» **What you are asked to do**
Each line of the records that holds "Enke" should be shown in full.

» **Data shown**
□ □ □ □ □ □ □
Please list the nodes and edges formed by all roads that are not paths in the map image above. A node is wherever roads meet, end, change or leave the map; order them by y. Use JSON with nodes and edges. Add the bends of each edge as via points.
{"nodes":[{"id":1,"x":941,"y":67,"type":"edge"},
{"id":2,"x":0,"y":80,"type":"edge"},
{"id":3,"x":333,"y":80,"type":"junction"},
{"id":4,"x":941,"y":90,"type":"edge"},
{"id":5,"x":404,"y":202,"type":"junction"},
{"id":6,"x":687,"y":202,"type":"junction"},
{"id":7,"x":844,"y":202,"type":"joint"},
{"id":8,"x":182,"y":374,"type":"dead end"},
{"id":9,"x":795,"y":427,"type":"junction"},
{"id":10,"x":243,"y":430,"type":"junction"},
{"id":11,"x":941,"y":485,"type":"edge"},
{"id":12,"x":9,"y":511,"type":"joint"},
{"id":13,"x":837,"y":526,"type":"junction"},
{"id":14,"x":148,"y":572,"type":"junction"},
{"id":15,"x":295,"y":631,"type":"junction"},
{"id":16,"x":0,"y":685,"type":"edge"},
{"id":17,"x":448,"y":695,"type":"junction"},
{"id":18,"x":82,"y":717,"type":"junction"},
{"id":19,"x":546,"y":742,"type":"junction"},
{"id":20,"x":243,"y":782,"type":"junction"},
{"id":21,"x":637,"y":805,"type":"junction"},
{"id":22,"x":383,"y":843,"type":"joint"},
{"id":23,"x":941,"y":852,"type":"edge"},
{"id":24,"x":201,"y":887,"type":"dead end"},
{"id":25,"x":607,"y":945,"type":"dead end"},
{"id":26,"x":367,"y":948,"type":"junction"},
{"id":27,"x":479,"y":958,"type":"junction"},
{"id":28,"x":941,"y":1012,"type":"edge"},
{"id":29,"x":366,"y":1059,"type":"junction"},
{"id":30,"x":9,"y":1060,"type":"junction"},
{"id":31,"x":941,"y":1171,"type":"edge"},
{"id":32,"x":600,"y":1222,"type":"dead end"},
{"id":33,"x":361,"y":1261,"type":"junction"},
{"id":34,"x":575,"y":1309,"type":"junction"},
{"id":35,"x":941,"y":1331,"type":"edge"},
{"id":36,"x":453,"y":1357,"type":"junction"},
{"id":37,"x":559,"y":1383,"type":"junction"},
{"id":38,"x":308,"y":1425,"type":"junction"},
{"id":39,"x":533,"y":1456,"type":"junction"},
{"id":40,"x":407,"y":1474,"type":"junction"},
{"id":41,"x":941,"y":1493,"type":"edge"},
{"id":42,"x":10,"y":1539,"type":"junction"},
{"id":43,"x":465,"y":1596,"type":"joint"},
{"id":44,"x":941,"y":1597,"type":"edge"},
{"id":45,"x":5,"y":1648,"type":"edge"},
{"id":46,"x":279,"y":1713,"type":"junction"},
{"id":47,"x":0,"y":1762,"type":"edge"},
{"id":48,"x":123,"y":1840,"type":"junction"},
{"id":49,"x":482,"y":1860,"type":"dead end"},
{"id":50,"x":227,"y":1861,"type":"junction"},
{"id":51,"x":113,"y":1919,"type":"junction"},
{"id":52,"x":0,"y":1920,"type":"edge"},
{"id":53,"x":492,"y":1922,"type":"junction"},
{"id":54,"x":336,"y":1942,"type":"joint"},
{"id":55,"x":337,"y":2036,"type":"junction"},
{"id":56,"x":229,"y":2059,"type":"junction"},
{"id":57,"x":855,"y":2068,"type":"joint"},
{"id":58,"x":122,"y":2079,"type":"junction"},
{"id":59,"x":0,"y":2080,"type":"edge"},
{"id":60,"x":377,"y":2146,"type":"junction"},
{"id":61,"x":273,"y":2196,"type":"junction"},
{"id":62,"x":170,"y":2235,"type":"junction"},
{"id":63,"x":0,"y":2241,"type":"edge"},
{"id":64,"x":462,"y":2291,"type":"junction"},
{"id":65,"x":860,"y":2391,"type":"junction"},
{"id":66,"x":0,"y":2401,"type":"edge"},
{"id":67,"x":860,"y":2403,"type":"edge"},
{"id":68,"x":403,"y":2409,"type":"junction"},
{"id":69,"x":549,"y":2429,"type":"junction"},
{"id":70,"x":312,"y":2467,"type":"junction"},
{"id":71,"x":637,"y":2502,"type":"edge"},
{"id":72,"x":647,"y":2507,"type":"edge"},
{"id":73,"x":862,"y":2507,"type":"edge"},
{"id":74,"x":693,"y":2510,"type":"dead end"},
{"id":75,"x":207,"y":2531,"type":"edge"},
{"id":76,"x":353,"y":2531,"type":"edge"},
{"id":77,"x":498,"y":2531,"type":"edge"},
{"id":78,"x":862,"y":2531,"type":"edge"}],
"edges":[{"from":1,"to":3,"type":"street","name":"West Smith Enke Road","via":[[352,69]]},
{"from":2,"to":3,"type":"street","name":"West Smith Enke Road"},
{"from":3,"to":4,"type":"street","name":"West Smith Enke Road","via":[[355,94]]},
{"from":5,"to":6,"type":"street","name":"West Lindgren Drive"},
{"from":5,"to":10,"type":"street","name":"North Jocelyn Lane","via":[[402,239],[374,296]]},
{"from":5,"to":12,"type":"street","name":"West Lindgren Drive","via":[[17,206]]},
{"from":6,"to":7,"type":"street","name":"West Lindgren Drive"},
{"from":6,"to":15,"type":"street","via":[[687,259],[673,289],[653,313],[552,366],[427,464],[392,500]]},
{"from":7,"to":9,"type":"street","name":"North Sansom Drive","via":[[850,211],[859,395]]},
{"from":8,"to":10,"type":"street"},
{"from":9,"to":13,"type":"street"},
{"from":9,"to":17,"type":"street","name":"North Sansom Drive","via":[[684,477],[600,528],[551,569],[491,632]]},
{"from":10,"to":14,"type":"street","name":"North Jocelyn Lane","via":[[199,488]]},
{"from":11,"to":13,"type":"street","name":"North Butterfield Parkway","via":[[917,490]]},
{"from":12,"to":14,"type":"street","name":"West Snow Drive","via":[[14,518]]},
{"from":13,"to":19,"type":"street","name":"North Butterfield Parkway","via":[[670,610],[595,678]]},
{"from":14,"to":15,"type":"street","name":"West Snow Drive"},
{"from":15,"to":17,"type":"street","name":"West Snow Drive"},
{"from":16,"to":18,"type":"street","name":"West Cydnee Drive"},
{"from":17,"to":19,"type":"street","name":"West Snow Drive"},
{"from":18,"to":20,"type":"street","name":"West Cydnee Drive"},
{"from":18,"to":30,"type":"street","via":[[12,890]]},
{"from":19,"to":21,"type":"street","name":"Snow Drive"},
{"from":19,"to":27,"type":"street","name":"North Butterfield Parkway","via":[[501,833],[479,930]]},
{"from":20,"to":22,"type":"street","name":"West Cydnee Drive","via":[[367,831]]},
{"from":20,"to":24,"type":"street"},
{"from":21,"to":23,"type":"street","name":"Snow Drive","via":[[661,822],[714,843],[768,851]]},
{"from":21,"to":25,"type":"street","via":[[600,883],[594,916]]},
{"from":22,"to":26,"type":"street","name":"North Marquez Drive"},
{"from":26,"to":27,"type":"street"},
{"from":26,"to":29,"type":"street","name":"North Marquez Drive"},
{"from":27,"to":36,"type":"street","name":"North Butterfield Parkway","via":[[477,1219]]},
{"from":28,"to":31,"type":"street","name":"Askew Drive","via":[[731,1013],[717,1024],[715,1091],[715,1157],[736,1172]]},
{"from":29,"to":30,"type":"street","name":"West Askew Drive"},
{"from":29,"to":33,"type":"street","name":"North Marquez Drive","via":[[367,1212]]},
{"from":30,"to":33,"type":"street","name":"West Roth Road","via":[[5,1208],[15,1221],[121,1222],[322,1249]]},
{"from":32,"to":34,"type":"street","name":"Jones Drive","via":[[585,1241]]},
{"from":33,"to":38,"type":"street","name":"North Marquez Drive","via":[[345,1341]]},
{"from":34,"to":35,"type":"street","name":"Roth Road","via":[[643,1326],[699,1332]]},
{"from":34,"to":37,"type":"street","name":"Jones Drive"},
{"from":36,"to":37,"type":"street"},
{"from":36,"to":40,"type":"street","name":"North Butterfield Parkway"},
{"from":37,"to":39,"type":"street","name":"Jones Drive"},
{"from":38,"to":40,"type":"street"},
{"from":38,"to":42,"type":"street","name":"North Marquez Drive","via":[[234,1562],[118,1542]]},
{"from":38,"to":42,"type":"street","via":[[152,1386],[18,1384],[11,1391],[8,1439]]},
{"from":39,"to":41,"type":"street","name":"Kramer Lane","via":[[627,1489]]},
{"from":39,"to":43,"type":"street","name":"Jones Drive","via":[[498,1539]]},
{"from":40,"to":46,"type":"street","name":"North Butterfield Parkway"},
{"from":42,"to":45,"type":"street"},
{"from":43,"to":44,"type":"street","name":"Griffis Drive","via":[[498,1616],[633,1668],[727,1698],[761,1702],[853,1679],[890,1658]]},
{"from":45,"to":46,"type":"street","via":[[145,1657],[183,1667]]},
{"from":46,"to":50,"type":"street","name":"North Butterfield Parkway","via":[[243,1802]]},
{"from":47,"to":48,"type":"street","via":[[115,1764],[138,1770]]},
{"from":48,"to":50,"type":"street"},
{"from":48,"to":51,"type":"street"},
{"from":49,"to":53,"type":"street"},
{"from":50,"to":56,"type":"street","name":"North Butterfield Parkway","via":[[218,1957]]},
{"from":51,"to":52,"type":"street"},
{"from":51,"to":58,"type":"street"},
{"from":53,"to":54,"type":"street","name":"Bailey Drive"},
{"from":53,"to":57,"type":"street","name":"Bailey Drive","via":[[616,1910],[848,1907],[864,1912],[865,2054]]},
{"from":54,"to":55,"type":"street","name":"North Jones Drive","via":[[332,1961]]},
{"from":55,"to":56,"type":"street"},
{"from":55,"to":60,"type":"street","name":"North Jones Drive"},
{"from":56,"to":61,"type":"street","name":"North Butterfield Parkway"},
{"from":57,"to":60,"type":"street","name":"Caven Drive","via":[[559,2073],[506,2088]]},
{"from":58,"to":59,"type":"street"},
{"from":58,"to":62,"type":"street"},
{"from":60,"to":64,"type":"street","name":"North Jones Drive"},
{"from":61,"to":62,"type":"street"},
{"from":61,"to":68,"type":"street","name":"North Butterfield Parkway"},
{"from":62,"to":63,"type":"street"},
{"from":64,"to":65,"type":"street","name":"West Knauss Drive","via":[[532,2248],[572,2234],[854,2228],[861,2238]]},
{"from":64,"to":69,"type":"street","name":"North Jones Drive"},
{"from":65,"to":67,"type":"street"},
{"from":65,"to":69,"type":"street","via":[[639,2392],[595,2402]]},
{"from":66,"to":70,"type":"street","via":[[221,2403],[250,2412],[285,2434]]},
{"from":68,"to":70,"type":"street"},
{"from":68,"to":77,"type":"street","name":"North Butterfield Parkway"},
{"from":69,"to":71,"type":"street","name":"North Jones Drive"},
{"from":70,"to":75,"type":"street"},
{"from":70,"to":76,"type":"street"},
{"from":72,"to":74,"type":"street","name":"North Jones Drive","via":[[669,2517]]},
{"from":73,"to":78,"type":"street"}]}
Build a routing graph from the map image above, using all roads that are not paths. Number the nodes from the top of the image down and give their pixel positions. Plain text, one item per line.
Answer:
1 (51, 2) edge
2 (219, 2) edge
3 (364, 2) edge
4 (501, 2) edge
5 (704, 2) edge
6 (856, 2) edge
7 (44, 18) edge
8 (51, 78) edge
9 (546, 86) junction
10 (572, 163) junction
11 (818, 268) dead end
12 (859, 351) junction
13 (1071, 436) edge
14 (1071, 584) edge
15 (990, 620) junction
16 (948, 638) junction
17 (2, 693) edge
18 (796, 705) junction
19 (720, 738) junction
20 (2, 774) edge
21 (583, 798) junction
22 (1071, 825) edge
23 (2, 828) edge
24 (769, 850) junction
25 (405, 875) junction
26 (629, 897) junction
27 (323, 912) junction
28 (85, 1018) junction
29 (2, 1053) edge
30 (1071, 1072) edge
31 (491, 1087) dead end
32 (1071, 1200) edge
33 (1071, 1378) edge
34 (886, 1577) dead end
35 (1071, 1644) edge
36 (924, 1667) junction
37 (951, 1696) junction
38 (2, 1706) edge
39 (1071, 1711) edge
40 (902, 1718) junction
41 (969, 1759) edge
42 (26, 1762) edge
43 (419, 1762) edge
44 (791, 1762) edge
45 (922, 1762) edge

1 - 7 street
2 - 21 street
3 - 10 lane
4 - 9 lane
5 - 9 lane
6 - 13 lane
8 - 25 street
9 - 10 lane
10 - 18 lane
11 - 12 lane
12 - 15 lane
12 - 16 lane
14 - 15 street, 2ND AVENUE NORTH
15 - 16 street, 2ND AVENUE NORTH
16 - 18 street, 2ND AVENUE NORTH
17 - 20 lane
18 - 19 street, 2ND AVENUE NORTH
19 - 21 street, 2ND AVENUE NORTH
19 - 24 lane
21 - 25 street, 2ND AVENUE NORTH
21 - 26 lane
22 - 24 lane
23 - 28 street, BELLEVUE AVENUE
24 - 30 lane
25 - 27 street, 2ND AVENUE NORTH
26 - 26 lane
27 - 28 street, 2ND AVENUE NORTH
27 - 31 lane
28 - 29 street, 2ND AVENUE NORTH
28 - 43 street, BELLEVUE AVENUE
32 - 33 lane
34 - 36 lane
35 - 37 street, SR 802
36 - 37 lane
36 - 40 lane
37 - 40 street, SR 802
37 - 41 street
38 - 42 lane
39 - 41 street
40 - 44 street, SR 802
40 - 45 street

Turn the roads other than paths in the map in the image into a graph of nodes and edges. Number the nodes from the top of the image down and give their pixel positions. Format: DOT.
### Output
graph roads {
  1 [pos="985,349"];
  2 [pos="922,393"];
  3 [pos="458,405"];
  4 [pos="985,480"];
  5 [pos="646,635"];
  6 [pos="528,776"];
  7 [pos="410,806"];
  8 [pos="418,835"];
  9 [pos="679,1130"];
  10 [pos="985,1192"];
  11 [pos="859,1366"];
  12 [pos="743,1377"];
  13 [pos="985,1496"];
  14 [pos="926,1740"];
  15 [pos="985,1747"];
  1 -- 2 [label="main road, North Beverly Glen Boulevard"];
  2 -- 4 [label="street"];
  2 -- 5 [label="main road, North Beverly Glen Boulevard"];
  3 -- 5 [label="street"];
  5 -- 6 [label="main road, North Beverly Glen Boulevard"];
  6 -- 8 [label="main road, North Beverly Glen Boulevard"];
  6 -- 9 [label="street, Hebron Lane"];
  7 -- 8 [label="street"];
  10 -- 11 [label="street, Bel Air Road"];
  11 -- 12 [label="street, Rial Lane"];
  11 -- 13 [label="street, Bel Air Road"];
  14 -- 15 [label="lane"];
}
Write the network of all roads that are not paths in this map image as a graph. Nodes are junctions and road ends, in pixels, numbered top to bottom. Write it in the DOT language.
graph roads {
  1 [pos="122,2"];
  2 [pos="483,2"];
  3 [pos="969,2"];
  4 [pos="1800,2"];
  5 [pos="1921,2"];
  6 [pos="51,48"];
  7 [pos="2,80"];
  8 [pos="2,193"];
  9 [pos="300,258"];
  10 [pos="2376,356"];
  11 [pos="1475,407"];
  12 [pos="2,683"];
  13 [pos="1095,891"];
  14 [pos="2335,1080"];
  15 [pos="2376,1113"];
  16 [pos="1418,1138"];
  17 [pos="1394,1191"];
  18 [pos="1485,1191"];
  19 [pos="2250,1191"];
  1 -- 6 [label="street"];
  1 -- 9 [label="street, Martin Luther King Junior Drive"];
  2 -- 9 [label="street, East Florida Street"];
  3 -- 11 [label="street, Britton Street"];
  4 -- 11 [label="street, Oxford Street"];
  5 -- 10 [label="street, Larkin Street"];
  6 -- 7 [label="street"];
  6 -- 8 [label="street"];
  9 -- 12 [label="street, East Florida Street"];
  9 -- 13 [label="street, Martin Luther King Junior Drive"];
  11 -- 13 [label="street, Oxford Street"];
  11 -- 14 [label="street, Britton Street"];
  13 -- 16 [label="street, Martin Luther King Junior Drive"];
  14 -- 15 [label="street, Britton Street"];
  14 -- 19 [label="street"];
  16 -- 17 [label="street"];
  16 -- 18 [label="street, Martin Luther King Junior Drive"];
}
□ □ □ □ □ □ □
» **Response area**
"edges":[{"from":1,"to":3,"type":"street","name":"West Smith Enke Road","via":[[352,69]]},
{"from":2,"to":3,"type":"street","name":"West Smith Enke Road"},
{"from":3,"to":4,"type":"street","name":"West Smith Enke Road","via":[[355,94]]},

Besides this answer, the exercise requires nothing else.